The lesser clubs seem to be scared of the FA and I include Everton in this.
So many times we should have been up in arms over decisions and we say nothing.
When Suarez got Rodwell sent off Suarez should have been banned for what he did and we say nothing about him or the ref.
I remember when Gary Stevens accidentally broke Jim Beglins leg Liverpool unjustly went berserk about it resulting in Hanson having to apologise to us in an Everton programme. What a difference in mentality.
29 Posted 27/01/2020 at 17:59:08
Watched a bit of the City v Fulham game on telly. At two nil
City got a free kick. It was hammered into the wall and came off some poor sods head, breaking to a City player in a very good position.
The ref blew immediately and for the life of me I don't know why ? Do we now play by the time honoured kids rule of " no hard ones".
Seriously I know head injuries have to be taken seriously but this seemed laughable.
I probably misinterpreted the scenario but if someone can explain...
30 Posted 27/01/2020 at 18:08:58
Here lies the problem with VAR. many fans expected it to be used to combat cheating and to overturn obvious mistakes. Instead, it has turned a blind eye to cheating while ruling goals out for ridiculous margins. If VAR was actually used to retrospectively punish every dive or act of cheating, it would stop in a few weeks. However, the players who regularly cheat are also the players that help sell the premier leagues global brand, so they get off Scot free.
31 Posted 27/01/2020 at 18:14:04
32 Posted 27/01/2020 at 18:21:43
33 Posted 27/01/2020 at 18:32:39
34 Posted 27/01/2020 at 18:34:25
What's the odds on a penalty for us in the Goodison Derby?
35 Posted 27/01/2020 at 18:44:54
36 Posted 27/01/2020 at 19:07:07
I think its only Clough, who never gave referees a hard time, but never suffered, and you only have to look at the squeaking hinge that is Jurgan Klopp, to know that you get a lot more decisions go for you, if you constantly moan when they do not go your way, unfortunately.

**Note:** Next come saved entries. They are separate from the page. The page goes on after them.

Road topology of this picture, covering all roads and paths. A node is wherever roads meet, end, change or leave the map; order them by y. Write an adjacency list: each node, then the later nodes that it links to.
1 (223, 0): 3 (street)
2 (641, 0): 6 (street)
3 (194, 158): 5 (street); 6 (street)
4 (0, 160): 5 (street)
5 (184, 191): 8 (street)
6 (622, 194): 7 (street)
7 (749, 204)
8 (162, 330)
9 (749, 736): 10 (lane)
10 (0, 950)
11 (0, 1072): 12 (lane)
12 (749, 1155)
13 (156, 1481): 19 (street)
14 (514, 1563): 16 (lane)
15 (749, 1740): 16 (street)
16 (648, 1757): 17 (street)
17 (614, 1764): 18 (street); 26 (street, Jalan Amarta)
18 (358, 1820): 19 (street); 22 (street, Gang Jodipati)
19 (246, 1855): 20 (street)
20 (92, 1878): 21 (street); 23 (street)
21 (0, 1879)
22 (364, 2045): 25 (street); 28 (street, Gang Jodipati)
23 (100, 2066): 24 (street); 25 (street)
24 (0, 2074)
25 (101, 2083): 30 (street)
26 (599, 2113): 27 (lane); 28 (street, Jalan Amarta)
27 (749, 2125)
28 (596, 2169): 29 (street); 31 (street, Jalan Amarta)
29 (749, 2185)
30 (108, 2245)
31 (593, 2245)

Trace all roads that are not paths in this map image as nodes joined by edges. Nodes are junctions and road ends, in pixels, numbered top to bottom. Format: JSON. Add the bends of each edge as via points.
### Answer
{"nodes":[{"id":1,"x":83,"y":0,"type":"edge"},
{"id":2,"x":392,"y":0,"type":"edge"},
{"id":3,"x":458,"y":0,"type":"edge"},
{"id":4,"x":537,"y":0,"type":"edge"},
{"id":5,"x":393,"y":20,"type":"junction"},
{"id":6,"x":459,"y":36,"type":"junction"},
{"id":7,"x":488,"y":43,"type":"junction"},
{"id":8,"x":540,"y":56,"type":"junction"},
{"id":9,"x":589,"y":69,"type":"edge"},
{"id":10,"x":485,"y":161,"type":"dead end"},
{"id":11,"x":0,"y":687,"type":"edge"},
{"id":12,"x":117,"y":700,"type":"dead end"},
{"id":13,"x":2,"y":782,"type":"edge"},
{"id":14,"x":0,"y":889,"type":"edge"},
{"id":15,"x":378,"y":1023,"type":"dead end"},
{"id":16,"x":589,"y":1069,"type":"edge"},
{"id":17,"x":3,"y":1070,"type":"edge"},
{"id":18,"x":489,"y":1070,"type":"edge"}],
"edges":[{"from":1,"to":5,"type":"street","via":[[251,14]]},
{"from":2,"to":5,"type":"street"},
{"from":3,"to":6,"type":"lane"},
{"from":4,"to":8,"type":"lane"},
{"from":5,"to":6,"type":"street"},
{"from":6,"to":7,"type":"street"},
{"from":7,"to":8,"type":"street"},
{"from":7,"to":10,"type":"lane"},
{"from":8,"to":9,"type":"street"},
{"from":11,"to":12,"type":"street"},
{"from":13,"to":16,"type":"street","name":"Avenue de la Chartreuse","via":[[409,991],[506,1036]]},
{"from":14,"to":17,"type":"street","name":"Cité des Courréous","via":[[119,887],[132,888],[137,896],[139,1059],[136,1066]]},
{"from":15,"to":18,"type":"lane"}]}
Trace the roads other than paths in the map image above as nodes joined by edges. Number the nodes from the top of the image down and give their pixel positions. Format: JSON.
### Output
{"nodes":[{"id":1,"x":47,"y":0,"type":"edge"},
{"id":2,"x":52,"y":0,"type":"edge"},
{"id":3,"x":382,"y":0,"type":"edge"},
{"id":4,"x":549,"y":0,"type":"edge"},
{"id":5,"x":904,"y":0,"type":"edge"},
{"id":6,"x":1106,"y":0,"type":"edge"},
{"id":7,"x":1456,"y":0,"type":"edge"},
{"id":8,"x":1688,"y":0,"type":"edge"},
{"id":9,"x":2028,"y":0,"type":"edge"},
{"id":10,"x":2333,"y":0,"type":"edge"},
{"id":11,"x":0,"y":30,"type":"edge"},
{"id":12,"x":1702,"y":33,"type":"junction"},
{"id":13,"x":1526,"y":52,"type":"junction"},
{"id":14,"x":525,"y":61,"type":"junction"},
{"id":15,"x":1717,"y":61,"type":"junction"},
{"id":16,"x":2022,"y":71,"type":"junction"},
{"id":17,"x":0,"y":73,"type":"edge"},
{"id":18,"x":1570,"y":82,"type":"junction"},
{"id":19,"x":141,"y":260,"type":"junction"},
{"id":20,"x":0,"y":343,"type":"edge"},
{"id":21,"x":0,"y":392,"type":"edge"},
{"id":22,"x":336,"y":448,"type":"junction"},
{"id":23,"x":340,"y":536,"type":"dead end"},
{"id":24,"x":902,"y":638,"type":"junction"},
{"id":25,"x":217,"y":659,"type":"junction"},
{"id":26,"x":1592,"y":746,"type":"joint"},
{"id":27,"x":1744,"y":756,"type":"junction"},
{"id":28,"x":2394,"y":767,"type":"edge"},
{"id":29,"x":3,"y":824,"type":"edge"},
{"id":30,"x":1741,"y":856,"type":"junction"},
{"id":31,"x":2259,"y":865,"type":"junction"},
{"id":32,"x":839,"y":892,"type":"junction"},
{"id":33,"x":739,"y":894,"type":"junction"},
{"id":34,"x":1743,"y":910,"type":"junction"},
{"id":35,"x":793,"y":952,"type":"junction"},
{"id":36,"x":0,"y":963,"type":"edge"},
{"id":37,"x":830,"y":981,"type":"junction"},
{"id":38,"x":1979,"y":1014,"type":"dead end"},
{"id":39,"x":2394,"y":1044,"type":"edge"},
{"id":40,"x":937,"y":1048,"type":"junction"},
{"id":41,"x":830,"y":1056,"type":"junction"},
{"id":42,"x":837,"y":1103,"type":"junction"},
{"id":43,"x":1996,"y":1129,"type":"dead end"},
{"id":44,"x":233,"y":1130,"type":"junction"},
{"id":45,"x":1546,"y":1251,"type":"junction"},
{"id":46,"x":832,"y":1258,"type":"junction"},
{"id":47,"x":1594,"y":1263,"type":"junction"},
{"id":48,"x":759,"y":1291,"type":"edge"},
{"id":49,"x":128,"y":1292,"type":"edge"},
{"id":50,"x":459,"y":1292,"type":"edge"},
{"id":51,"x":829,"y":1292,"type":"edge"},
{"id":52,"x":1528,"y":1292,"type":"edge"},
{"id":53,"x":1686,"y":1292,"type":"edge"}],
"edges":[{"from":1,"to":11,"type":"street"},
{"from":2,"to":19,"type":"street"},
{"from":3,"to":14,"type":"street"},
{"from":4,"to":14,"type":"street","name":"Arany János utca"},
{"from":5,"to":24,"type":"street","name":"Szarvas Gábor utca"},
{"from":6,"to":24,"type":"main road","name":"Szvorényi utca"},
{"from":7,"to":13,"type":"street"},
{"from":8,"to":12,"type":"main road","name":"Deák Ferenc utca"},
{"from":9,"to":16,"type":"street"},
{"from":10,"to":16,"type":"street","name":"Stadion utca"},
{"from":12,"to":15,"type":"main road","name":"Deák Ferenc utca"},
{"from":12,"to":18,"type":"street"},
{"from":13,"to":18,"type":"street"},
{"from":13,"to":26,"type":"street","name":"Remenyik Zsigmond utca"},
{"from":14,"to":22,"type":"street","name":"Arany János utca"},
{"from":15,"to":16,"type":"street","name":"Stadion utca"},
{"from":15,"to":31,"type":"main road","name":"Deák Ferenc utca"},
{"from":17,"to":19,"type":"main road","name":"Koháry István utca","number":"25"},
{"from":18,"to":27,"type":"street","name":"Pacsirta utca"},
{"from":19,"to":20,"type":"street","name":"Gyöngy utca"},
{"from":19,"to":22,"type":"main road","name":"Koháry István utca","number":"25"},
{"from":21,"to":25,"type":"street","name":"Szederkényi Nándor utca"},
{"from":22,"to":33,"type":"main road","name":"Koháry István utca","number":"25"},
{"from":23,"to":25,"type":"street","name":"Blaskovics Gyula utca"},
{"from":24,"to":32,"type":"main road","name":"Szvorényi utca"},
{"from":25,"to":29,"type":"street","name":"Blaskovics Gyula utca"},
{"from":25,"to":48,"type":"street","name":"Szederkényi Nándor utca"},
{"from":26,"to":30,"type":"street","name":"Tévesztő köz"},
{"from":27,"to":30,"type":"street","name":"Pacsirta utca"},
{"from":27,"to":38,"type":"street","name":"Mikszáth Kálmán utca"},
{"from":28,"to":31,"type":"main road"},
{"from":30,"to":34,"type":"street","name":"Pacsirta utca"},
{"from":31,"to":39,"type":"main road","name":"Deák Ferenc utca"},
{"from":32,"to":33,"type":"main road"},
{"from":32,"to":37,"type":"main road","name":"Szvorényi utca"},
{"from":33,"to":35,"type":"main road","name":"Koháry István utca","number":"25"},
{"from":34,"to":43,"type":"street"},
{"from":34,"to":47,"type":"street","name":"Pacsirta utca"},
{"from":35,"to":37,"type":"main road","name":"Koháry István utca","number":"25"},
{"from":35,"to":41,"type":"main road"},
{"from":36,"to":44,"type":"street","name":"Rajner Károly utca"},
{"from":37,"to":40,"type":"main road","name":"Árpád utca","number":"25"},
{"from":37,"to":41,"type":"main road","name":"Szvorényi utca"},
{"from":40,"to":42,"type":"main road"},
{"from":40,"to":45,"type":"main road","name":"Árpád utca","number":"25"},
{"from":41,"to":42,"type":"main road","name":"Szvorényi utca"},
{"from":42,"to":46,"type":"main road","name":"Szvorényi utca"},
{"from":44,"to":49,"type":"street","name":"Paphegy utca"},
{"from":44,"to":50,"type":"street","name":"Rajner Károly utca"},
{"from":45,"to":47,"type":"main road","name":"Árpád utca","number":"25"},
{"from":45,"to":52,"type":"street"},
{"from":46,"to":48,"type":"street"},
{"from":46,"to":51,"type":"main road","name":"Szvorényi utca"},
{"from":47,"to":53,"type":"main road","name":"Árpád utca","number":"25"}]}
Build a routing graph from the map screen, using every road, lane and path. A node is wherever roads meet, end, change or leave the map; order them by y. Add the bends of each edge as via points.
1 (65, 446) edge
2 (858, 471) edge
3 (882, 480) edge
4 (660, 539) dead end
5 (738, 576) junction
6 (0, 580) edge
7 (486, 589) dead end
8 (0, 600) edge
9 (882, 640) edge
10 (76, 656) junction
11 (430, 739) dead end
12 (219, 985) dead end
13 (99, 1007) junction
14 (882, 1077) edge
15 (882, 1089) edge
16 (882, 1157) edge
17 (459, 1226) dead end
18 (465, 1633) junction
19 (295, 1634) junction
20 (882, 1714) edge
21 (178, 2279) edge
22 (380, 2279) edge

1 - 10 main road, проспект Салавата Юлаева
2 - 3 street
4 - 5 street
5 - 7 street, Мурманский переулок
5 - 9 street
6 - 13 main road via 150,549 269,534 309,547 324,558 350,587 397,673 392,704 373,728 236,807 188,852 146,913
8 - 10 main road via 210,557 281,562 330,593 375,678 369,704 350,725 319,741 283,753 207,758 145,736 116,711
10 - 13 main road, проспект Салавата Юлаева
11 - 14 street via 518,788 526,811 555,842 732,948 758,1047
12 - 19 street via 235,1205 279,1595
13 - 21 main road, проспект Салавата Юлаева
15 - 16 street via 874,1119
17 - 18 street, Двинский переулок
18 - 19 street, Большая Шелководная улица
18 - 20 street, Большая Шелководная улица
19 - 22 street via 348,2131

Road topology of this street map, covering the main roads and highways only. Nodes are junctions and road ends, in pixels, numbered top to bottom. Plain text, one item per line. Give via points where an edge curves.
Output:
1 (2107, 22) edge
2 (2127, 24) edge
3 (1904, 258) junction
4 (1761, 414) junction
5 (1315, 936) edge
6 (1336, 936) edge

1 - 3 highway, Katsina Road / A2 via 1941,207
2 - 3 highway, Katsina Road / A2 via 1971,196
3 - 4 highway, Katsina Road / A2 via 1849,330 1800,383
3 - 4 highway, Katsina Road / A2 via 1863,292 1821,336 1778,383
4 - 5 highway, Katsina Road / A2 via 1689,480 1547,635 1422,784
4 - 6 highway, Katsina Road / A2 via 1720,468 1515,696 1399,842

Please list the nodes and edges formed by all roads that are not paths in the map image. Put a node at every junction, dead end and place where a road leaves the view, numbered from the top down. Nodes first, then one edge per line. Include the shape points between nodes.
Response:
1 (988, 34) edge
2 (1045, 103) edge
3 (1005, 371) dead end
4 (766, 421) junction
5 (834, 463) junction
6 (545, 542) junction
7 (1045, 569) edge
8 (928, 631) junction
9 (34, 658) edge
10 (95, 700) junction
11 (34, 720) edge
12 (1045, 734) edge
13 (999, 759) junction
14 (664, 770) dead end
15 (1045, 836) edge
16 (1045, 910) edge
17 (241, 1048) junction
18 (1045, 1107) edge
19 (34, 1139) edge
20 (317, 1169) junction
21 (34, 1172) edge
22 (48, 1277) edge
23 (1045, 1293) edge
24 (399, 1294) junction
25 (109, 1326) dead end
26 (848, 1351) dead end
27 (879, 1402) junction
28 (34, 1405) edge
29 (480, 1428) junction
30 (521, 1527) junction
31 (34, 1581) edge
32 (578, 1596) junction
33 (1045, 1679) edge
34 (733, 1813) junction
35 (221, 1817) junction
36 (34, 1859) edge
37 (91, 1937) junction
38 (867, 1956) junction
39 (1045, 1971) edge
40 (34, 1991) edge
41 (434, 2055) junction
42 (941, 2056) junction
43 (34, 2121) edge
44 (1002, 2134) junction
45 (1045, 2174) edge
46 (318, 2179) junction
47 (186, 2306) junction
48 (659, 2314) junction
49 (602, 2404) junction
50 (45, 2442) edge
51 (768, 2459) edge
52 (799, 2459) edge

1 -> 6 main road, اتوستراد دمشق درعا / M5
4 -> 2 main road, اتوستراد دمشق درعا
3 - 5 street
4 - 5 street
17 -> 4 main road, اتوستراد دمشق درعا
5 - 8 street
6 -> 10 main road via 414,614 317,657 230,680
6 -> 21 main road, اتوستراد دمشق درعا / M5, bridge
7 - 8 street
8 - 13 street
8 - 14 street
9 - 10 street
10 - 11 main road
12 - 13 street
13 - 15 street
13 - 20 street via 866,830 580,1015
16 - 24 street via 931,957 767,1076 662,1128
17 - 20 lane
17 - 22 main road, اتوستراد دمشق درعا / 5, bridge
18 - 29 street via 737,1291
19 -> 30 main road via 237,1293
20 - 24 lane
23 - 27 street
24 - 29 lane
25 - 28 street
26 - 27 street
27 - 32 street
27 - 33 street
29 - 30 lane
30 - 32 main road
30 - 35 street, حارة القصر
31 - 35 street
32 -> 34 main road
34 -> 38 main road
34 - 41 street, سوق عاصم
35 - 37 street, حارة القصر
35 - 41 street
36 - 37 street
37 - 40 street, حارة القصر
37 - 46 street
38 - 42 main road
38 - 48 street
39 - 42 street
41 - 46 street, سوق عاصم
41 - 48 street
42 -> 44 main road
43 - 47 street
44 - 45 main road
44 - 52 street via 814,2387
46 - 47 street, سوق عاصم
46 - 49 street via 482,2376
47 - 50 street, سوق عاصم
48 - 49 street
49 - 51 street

Its a thought provoking argument Tony, that will only offer up a thousand more arguments. If you cant beat them join them is what Id do, because as much as your thoughts are correct and admirable imo, I would sooner we became horrible fuckers, because nice guys get nothing but a pat on the back, or a little snigger when the cheats get away with murder, whilst you suffer.
37 Posted 27/01/2020 at 21:47:28
38 Posted 27/01/2020 at 01:50:18
That was the season we had Andy Johnson who Wenger labelled a diver.
39 Posted 28/01/2020 at 17:42:21
40 Posted 28/01/2020 at 17:53:45
Enjoy your £10M payoff and cushy job managing a national team
42 Posted 31/01/2020 at 08:05:22
With refereeing in general being so erratically inconsistent and favour seemingly applied to certain teams over others, what chance would we have in playing the game as it should (ideally) be played?
Add to that the corruption that goes on behind the scenes, and I often wonder why we as fans are still hooked.
I suppose it is because it has not happened overnight, and we have supported our team and club for so long, our loyalty, which so often appears to be a one-way thing, is taken for granted.